INFORMATION SHOWN:
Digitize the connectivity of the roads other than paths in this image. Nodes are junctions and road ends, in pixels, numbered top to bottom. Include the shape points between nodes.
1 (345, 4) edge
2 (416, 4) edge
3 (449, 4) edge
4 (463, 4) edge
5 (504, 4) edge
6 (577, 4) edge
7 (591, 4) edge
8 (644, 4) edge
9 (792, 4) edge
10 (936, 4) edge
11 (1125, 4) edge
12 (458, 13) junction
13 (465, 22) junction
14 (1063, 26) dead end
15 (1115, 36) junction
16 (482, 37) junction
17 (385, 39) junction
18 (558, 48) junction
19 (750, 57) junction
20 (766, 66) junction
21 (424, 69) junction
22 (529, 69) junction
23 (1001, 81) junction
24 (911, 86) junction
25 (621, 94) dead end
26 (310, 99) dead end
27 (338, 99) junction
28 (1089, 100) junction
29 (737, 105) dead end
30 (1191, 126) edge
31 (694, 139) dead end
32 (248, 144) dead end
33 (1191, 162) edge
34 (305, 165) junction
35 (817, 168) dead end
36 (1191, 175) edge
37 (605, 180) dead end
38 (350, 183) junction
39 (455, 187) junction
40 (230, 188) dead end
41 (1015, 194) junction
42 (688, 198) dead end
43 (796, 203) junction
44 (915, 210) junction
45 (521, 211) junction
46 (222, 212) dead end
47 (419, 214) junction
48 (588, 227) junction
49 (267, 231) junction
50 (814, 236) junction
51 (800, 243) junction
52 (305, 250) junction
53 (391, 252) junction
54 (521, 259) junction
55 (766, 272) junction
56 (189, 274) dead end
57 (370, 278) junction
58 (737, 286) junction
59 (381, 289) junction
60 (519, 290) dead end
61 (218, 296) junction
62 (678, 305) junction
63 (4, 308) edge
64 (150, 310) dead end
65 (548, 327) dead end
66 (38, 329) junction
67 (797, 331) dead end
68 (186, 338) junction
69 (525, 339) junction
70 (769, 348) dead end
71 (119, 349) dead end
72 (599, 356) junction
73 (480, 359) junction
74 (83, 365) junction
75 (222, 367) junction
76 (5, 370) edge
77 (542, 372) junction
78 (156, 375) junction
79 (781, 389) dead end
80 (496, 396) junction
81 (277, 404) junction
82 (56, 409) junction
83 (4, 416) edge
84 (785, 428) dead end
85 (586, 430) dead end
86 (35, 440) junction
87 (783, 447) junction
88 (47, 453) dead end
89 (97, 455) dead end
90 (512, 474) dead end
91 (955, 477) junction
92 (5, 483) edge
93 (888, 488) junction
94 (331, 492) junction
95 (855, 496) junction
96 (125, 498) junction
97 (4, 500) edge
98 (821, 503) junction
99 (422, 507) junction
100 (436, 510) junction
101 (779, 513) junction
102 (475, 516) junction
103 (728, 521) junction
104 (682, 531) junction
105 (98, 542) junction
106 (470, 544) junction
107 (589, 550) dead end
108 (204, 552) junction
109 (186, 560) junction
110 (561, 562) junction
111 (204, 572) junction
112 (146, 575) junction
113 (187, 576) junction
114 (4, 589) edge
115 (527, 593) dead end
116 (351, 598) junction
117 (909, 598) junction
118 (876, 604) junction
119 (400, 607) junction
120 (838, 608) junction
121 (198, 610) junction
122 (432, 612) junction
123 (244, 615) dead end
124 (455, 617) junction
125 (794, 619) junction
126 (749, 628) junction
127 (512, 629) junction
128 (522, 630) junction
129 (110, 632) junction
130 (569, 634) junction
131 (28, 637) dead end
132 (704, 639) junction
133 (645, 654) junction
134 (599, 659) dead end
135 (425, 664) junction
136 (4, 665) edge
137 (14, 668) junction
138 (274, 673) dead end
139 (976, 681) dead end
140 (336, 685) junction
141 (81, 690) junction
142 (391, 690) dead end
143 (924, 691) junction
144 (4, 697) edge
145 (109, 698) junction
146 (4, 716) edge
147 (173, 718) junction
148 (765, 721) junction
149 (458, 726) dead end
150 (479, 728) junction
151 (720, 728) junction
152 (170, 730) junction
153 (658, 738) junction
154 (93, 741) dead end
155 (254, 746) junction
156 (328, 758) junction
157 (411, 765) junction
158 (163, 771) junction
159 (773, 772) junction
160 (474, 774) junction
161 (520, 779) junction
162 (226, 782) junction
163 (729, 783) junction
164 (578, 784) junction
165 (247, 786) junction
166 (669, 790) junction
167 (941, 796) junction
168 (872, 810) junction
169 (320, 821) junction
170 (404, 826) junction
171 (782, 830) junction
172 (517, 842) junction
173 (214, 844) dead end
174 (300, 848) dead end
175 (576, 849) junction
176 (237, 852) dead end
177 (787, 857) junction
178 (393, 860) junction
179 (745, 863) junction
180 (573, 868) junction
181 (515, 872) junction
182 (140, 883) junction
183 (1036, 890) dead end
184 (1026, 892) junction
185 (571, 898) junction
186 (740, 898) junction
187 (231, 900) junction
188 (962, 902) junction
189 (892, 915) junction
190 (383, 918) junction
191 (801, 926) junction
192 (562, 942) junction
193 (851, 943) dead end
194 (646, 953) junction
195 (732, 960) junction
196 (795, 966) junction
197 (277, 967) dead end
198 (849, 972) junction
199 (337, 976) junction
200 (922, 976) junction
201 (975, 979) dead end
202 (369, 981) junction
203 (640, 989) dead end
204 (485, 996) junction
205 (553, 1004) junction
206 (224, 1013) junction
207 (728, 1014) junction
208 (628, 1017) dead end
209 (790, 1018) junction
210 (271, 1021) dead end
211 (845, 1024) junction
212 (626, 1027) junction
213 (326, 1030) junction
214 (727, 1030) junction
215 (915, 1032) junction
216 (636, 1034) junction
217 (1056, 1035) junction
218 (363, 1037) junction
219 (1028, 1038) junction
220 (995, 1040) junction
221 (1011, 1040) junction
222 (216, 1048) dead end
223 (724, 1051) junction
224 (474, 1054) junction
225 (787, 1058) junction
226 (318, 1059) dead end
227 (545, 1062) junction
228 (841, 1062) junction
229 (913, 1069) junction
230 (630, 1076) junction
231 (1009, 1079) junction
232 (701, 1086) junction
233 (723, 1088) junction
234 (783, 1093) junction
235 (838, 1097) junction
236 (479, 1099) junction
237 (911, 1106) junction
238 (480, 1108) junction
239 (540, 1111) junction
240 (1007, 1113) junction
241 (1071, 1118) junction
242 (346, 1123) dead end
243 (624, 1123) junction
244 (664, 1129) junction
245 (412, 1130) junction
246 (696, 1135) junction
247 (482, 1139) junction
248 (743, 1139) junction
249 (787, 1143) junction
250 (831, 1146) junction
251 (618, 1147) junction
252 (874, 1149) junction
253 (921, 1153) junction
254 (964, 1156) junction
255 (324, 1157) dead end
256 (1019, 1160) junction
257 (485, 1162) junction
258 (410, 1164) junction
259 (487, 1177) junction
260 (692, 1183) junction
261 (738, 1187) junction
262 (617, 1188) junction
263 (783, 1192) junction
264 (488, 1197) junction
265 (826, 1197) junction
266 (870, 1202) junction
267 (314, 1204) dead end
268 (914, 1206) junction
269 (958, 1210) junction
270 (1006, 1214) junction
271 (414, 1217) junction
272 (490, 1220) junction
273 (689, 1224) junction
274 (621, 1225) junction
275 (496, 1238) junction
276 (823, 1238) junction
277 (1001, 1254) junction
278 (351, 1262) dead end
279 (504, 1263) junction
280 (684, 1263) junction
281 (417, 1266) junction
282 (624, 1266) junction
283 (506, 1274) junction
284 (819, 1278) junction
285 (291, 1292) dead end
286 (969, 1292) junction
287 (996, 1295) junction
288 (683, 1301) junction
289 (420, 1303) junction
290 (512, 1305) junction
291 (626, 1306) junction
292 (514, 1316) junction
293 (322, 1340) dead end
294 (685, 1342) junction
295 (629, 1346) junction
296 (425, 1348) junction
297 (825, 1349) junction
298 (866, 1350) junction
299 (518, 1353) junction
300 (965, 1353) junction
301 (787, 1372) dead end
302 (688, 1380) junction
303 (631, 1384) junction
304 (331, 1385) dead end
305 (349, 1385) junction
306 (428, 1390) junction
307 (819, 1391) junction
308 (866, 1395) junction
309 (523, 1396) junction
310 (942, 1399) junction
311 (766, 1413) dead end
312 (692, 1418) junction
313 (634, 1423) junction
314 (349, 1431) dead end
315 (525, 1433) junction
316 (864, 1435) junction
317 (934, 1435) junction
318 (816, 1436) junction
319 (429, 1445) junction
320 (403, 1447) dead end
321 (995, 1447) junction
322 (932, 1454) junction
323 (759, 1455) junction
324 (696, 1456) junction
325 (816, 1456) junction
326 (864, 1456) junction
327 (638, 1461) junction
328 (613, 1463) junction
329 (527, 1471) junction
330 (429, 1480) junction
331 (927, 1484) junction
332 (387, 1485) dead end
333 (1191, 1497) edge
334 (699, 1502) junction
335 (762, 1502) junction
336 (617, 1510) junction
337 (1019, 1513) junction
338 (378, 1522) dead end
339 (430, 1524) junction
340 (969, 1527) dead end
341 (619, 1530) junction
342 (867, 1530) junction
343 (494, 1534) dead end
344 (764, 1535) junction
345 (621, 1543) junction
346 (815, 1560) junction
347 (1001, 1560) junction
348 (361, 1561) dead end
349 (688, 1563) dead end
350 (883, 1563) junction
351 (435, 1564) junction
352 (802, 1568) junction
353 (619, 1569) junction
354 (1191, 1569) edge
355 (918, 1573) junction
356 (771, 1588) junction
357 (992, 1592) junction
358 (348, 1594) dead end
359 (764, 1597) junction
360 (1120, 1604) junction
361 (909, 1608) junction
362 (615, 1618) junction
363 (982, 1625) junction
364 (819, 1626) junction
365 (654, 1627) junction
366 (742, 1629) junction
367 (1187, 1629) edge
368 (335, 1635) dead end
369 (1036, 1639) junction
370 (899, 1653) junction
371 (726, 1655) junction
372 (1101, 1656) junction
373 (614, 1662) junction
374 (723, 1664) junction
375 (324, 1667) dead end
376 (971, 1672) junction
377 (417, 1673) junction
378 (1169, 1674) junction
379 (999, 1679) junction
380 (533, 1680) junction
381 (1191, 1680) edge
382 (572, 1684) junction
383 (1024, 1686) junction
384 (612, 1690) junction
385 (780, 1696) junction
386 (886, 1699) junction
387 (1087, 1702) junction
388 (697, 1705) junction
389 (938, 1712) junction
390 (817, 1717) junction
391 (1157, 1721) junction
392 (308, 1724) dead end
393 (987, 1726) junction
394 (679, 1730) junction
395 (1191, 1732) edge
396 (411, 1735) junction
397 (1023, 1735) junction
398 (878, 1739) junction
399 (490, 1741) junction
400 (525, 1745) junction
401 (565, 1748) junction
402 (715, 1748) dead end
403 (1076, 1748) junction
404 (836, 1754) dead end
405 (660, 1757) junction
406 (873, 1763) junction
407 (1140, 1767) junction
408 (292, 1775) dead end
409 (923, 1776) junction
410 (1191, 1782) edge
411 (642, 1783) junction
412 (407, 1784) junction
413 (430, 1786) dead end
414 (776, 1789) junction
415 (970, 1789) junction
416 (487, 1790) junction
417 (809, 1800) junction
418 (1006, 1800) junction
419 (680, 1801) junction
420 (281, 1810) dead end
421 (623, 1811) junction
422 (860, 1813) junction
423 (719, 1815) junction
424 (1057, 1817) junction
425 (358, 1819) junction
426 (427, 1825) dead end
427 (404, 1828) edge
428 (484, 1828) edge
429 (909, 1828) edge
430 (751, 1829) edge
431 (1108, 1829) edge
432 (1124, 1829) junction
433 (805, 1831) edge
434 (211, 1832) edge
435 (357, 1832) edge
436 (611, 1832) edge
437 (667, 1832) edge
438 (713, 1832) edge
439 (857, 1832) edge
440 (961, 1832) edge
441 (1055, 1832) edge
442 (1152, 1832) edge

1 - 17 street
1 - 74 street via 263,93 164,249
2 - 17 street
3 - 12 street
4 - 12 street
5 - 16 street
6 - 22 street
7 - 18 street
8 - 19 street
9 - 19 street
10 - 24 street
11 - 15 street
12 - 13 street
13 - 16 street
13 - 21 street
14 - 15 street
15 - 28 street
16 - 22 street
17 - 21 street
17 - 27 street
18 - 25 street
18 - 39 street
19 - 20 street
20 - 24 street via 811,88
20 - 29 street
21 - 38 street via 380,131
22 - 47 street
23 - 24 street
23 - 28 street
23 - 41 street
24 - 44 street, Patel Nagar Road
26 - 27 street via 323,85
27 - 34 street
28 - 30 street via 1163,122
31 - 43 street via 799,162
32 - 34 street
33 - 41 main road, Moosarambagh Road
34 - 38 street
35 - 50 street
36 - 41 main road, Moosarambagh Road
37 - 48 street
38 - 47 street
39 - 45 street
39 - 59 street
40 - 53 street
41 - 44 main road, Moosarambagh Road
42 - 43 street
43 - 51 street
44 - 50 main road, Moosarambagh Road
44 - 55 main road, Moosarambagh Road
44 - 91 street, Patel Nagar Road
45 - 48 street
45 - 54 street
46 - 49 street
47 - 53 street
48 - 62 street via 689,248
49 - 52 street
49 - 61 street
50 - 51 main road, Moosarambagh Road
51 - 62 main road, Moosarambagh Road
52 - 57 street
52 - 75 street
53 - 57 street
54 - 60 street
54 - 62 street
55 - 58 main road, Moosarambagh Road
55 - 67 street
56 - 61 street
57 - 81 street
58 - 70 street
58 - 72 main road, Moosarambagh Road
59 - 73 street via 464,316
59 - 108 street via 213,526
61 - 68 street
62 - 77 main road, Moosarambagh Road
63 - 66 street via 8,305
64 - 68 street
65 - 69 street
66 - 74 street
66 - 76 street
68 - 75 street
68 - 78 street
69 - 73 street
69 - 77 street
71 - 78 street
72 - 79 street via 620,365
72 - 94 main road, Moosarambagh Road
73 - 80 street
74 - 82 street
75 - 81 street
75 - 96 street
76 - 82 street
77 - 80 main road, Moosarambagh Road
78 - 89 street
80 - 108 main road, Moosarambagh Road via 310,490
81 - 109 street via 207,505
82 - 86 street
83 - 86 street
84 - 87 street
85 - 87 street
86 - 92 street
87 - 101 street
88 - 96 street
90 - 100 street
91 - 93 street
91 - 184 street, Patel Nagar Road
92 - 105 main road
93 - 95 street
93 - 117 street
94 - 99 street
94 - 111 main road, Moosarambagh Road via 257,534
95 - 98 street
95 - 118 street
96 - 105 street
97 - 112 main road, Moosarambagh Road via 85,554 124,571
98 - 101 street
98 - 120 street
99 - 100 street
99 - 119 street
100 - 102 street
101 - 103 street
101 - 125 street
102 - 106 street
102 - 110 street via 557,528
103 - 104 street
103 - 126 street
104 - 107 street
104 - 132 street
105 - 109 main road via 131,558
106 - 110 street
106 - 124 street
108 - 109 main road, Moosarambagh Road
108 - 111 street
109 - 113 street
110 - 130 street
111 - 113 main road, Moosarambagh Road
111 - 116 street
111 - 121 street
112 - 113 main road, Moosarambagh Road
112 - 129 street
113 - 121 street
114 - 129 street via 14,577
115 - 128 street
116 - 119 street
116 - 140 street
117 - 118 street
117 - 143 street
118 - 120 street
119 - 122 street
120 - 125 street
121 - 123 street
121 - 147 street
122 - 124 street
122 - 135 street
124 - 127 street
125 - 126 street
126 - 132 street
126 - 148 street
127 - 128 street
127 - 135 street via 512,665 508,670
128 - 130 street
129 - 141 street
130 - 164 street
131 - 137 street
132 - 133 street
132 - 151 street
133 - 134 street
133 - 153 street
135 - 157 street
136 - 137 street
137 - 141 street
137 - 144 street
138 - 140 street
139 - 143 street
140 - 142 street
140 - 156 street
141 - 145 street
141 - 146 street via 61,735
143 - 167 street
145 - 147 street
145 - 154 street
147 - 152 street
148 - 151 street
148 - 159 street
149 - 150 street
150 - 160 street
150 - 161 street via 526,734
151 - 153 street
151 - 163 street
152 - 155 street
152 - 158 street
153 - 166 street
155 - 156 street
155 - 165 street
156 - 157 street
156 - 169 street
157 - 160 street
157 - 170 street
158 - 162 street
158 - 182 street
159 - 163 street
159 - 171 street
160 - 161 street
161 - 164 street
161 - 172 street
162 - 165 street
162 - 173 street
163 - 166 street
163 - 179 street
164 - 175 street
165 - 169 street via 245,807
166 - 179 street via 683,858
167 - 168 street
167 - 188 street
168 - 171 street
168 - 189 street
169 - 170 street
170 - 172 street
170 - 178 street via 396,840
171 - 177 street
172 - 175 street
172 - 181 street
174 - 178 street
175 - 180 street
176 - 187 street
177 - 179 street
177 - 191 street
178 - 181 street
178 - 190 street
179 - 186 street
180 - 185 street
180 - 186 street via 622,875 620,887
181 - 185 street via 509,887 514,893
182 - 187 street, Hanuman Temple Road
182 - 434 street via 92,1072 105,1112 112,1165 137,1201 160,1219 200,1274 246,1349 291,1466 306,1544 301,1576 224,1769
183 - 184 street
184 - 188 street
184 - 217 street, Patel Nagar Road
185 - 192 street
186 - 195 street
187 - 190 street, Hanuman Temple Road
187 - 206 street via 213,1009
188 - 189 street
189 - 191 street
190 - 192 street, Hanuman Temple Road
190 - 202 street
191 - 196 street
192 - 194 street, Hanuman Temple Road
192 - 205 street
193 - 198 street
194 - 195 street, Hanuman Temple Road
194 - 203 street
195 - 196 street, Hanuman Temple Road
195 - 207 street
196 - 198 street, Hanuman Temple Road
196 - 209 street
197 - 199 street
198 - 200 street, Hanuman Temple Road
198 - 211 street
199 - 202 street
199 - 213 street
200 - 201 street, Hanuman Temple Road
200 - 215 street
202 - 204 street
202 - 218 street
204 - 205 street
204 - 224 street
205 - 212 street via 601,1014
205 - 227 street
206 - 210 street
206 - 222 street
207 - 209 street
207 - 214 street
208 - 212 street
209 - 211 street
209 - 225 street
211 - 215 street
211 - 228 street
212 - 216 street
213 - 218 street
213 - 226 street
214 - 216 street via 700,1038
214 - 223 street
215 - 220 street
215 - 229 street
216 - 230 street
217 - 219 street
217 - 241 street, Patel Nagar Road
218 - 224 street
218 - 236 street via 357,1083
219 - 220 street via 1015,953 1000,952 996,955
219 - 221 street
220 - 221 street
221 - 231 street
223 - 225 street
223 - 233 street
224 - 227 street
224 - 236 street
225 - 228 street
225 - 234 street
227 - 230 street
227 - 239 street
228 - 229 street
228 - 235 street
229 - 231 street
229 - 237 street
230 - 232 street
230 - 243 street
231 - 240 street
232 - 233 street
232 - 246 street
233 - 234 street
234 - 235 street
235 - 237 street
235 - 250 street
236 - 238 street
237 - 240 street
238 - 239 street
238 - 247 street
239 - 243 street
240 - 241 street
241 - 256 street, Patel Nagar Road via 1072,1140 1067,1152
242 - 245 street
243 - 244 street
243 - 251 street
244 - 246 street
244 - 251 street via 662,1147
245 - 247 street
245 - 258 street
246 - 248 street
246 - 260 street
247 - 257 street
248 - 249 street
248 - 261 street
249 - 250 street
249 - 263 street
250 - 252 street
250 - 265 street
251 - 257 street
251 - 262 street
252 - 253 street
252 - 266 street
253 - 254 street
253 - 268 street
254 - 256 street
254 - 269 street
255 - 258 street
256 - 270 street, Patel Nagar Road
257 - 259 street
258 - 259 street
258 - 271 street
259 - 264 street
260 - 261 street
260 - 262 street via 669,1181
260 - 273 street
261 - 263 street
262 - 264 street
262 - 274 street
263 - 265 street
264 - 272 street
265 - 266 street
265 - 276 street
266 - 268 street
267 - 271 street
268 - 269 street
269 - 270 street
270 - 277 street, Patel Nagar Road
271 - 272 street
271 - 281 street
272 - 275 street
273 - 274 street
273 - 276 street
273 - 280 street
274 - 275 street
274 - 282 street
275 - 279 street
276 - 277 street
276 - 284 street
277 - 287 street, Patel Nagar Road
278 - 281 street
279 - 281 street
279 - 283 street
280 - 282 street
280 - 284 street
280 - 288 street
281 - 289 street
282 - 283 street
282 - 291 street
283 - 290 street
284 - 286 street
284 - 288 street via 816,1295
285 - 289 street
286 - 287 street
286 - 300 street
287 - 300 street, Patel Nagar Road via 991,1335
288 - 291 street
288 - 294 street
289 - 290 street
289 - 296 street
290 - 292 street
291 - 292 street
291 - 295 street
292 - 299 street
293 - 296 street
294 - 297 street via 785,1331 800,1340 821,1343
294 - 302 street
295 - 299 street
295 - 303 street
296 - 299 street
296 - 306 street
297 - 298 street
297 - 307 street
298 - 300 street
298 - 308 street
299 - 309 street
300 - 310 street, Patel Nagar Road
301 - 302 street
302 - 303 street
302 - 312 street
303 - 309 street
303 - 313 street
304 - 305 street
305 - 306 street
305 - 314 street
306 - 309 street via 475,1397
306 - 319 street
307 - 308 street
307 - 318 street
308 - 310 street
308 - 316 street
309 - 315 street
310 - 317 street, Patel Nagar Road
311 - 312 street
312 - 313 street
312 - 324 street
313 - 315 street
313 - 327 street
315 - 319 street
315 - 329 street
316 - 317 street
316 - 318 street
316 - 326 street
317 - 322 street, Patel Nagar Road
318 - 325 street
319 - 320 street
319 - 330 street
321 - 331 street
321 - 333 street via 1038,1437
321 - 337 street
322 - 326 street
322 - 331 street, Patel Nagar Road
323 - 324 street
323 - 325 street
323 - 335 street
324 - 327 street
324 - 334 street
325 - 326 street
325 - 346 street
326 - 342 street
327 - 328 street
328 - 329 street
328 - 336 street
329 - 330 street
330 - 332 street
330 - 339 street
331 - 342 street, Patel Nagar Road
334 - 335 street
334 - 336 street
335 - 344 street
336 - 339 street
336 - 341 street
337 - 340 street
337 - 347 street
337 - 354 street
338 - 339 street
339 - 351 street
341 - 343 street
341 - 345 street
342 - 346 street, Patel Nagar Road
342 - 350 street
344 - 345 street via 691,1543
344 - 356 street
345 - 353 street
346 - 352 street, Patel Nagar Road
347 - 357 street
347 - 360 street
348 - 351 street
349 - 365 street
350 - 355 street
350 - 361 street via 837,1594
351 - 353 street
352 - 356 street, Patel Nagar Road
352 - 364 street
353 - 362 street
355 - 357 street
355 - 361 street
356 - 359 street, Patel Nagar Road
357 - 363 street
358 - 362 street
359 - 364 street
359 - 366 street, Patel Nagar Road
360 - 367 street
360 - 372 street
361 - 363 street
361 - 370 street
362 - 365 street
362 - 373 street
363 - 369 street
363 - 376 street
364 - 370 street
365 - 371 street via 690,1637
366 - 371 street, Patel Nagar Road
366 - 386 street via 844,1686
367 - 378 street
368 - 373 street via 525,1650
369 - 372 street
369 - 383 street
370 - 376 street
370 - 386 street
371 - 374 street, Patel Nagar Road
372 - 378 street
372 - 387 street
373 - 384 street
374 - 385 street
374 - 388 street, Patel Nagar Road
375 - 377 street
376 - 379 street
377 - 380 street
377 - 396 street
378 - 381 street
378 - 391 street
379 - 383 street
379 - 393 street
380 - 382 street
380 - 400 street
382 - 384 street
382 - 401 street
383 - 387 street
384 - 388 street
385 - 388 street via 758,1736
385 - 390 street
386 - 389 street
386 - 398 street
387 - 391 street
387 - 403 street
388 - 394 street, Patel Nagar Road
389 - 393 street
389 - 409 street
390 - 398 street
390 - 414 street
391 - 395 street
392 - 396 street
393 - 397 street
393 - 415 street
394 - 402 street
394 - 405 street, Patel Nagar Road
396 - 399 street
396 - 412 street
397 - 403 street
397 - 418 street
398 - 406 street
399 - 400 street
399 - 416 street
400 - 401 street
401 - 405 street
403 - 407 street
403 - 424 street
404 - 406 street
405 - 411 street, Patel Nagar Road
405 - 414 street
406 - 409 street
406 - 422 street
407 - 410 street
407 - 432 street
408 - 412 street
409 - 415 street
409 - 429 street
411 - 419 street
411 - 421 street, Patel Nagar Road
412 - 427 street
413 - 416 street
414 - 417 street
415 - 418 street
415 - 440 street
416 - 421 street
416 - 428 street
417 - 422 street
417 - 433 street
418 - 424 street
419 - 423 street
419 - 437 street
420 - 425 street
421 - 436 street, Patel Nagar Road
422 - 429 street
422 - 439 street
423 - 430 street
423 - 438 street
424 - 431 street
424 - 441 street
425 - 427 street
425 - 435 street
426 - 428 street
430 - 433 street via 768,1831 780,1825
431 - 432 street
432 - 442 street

WHAT IS REQUIRED:
Take every line above carrying "Temple" and return it.

ANSWER TO THIS EXERCISE:
182 - 187 street, Hanuman Temple Road
187 - 190 street, Hanuman Temple Road
190 - 192 street, Hanuman Temple Road
192 - 194 street, Hanuman Temple Road
194 - 195 street, Hanuman Temple Road
195 - 196 street, Hanuman Temple Road
196 - 198 street, Hanuman Temple Road
198 - 200 street, Hanuman Temple Road
200 - 201 street, Hanuman Temple Road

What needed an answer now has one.